Das ist die letzte Nacht in meinem Haus.
Holger:
Für Ernst ist es die letzte Nacht in seinem Haus. Meine Frau Gisela telefoniert gerade mit ihren Geschwistern und versucht, alles Weitere zu regeln. Immerhin machen sie ihr den Vorwurf nicht mehr, den Vater ins Heim abzuschieben. Sie sind alle weggezogen, nur Gisela blieb am Ort. Als die anderen am Wochenende ihren Vater besuchten, schimmerten ihre Augen wässrig. Seitdem helfen wir alle zusammen und räumen das Haus aus. Ernst hat nie etwas weggeworfen. Paul und ich haben Wagenladungen Müll in den Bauhof gebracht, während Gisela mit ihren Schwestern alles Wertvolle aussortiert hat. Wir spenden es dem Tierschutzverein.
Ich habe Angst, dass Gisela bald zusammenbricht. Tränen hat sie schon lange keine mehr.

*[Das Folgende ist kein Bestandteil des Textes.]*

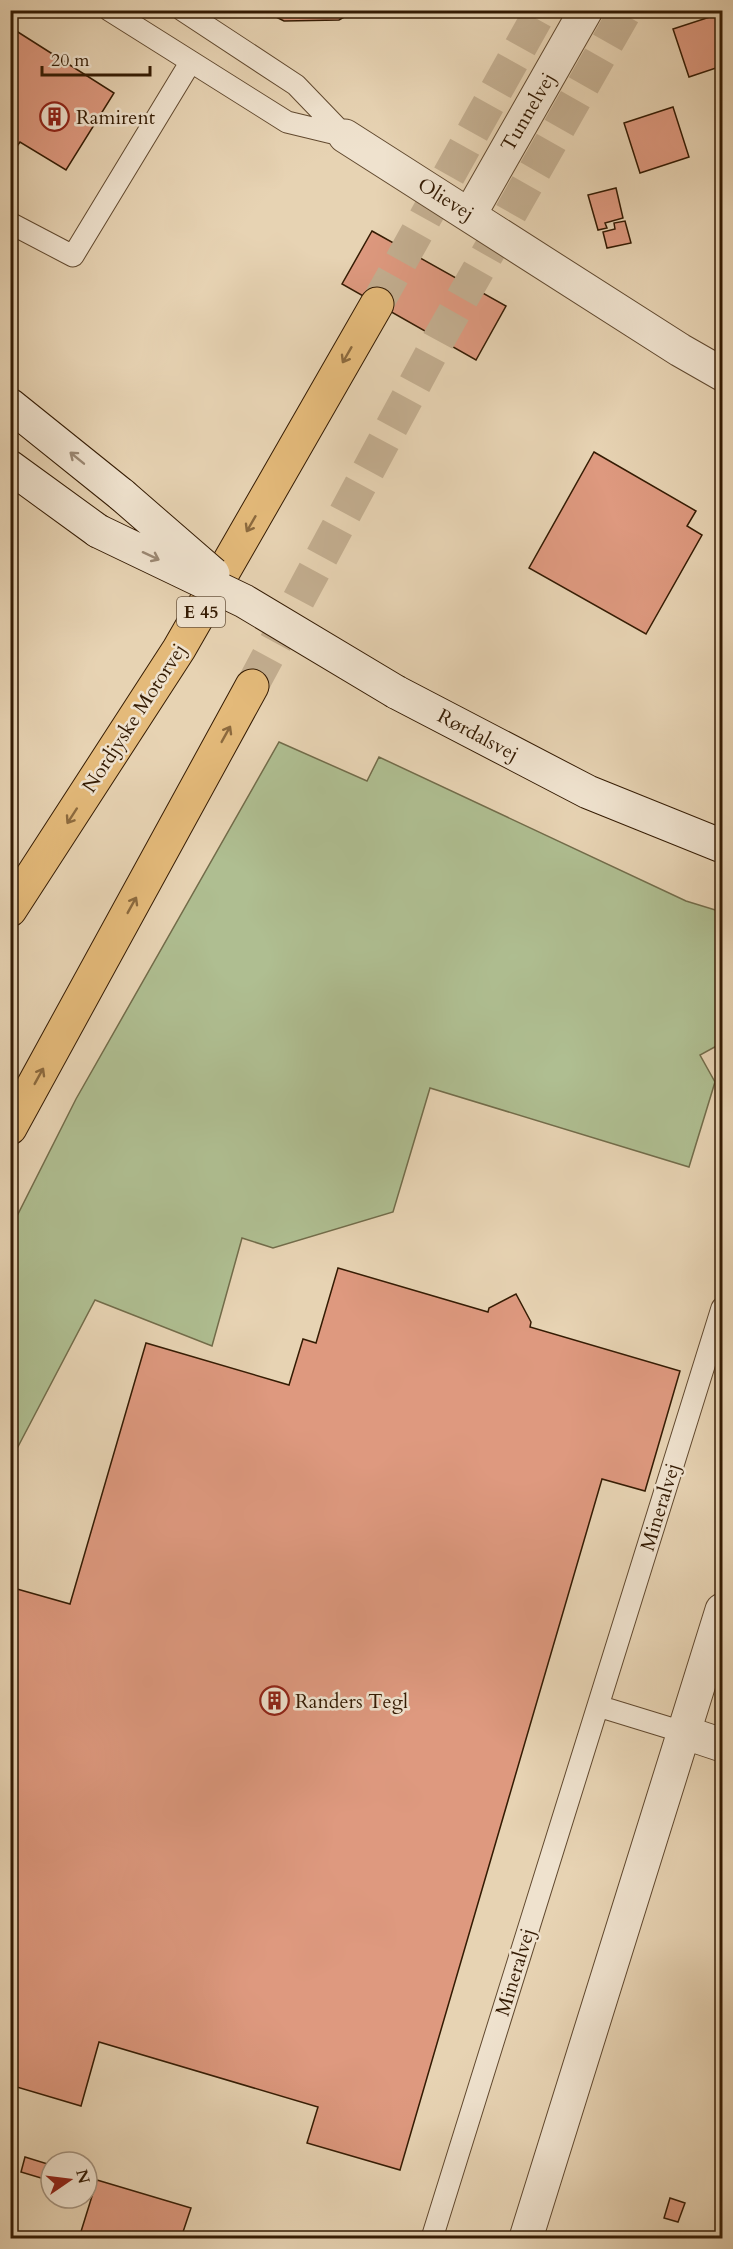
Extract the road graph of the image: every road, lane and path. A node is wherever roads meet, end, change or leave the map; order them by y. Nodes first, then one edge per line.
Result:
1 (109, 10) edge
2 (182, 10) edge
3 (586, 10) edge
4 (190, 63) junction
5 (345, 136) junction
6 (470, 214) junction
7 (10, 223) edge
8 (376, 304) tunnel mouth
9 (723, 374) edge
10 (10, 405) edge
11 (10, 467) edge
12 (244, 601) junction
13 (252, 686) tunnel mouth
14 (723, 846) edge
15 (10, 910) edge
16 (10, 1128) edge
17 (723, 1308) edge
18 (723, 1610) edge
19 (598, 1706) junction
20 (686, 1733) junction
21 (723, 1745) edge
22 (536, 2236) edge
23 (432, 2238) edge

1 - 4 lane
2 - 5 lane, Olievej
3 - 6 street, Tunnelvej
4 - 5 lane
4 - 7 lane
5 - 6 street, Olievej
6 - 9 street, Olievej
8 -> 15 highway, Nordjyske Motorvej / E 45
12 -> 10 street, Rørdalsvej, bridge
11 -> 12 street, Rørdalsvej, bridge
12 - 14 street, Rørdalsvej, bridge
16 -> 13 highway
17 - 19 lane, Mineralvej
18 - 20 street
19 - 20 lane
19 - 23 lane, Mineralvej
20 - 21 street
20 - 22 street

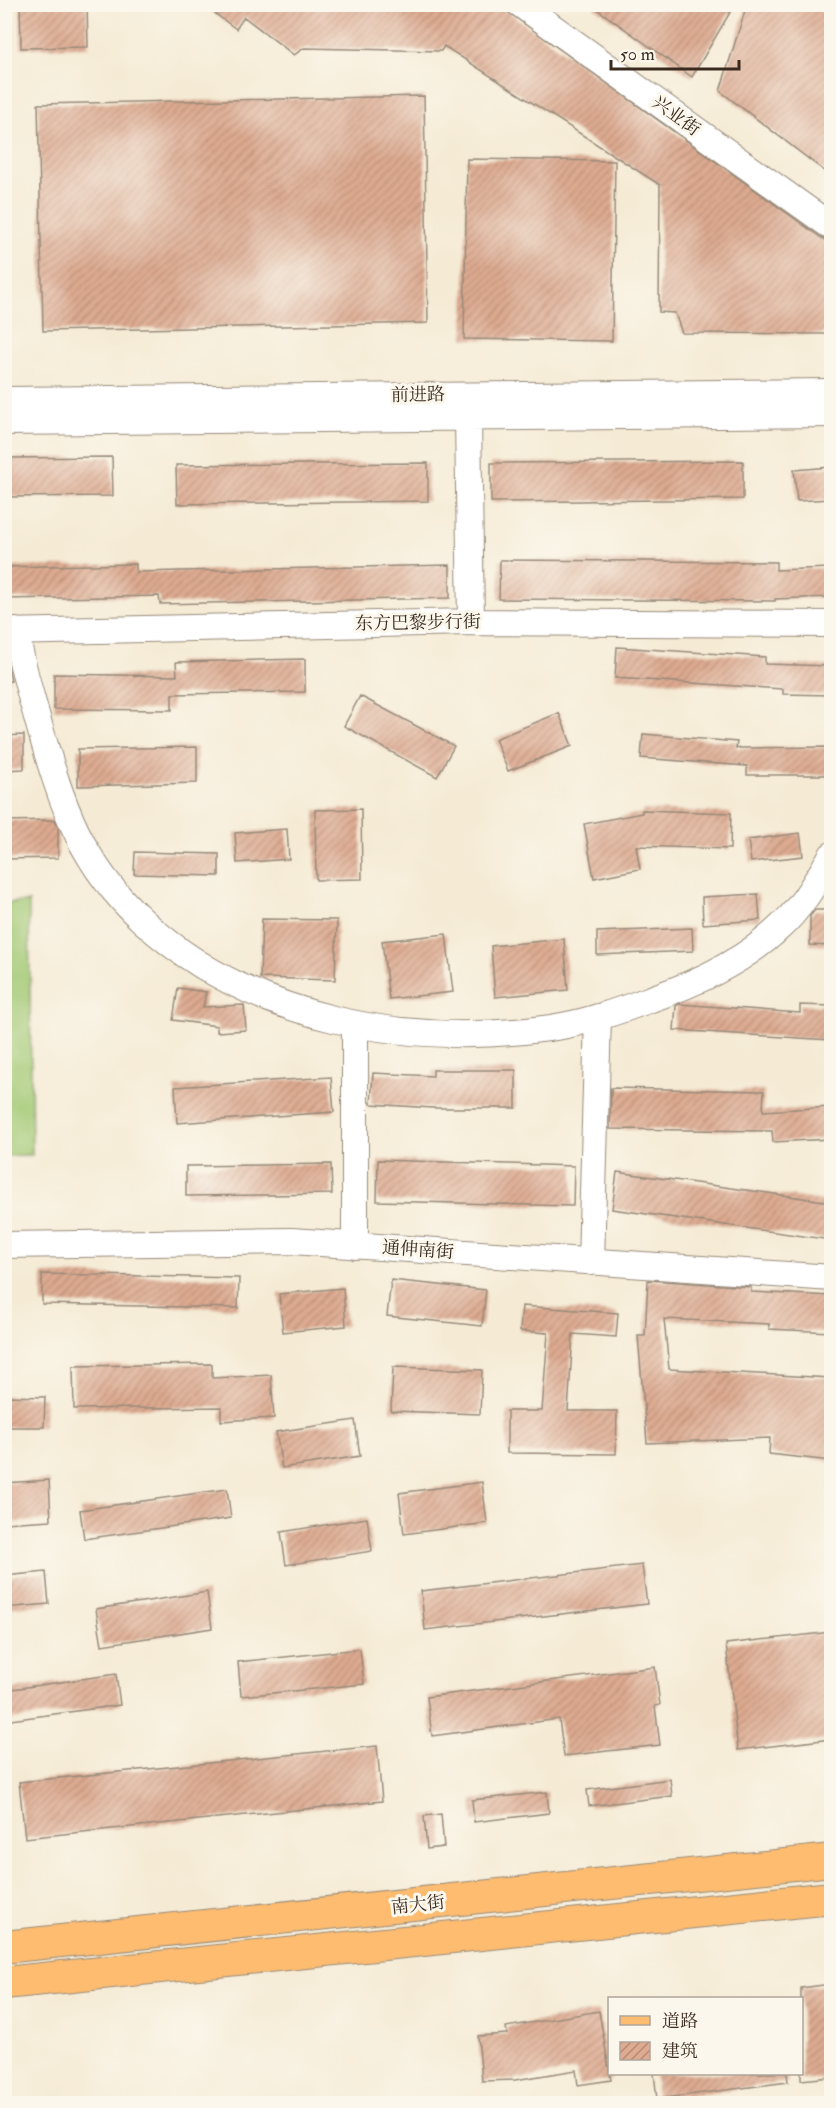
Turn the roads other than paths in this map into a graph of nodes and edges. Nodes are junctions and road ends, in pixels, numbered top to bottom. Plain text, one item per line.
1 (520, 4) edge
2 (831, 227) edge
3 (831, 392) edge
4 (4, 400) edge
5 (831, 414) edge
6 (468, 417) junction
7 (4, 422) edge
8 (471, 622) junction
9 (831, 624) edge
10 (10, 632) edge
11 (831, 855) edge
12 (598, 1017) junction
13 (355, 1025) junction
14 (4, 1245) edge
15 (355, 1246) junction
16 (591, 1262) junction
17 (831, 1278) edge
18 (831, 1860) edge
19 (831, 1898) edge
20 (4, 1947) edge
21 (4, 1983) edge

1 - 2 street, 兴业街
3 - 4 street, 前进路
5 - 6 street, 前进路
6 - 7 street, 前进路
6 - 8 street
8 - 9 street, 东方巴黎步行街
8 - 10 street, 东方巴黎步行街
10 - 13 street
11 - 12 street
12 - 13 street
12 - 16 street
13 - 15 street
14 - 15 street, 通伸南街
15 - 16 street, 通伸南街
16 - 17 street, 通伸南街
18 - 20 main road, 南大街
19 - 21 main road, 南大街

Ernst ist seit dem Tod von Hilde immer schrulliger geworden, aber ich hätte nie damit gerechnet, dass es nun nach all den Jahren derart eskaliert.
Er hat oft mitten in der Nacht angerufen. Immer war irgendetwas. Einmal meinte er, sein Stromzähler sei von den Nachbarn manipuliert worden. Gerade sitze er im Keller und beobachte, dass sich die Scheibe viel zu schnell drehe.

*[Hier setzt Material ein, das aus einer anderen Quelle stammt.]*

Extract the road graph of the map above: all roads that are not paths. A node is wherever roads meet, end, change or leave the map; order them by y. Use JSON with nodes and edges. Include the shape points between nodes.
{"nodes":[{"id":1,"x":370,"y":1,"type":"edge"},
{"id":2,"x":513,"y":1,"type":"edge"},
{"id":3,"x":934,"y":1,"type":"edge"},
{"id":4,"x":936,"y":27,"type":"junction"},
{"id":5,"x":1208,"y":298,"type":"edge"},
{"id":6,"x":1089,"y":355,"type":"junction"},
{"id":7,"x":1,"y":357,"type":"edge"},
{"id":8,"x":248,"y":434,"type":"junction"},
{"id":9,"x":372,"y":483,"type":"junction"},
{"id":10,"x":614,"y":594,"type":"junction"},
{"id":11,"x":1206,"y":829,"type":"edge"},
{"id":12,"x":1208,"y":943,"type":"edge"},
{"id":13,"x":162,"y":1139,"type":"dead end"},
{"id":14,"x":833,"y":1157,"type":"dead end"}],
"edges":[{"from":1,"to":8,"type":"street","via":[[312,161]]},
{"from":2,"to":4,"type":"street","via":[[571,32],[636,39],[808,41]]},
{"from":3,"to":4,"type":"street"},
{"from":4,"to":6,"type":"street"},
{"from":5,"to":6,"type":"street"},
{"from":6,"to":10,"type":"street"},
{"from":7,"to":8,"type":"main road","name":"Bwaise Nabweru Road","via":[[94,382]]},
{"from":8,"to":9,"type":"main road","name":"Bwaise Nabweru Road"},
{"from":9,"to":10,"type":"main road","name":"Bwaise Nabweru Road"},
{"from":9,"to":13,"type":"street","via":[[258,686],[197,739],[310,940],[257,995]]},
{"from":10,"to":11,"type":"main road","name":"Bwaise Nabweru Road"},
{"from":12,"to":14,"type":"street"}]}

Wir zeigten ihm die alten Stromrechnungen und verglichen die Zahlen mit dem aktuellen Stand; es war alles im normalen Bereich. Er hat uns nicht geglaubt und immer wieder bei den Nachbarn angerufen. Fünfmal mussten wir ihn in die Notaufnahme bringen. Dreimal dachte er einen Herzinfarkt zu haben, die anderen Male einen Darmverschluss. Es war nie etwas.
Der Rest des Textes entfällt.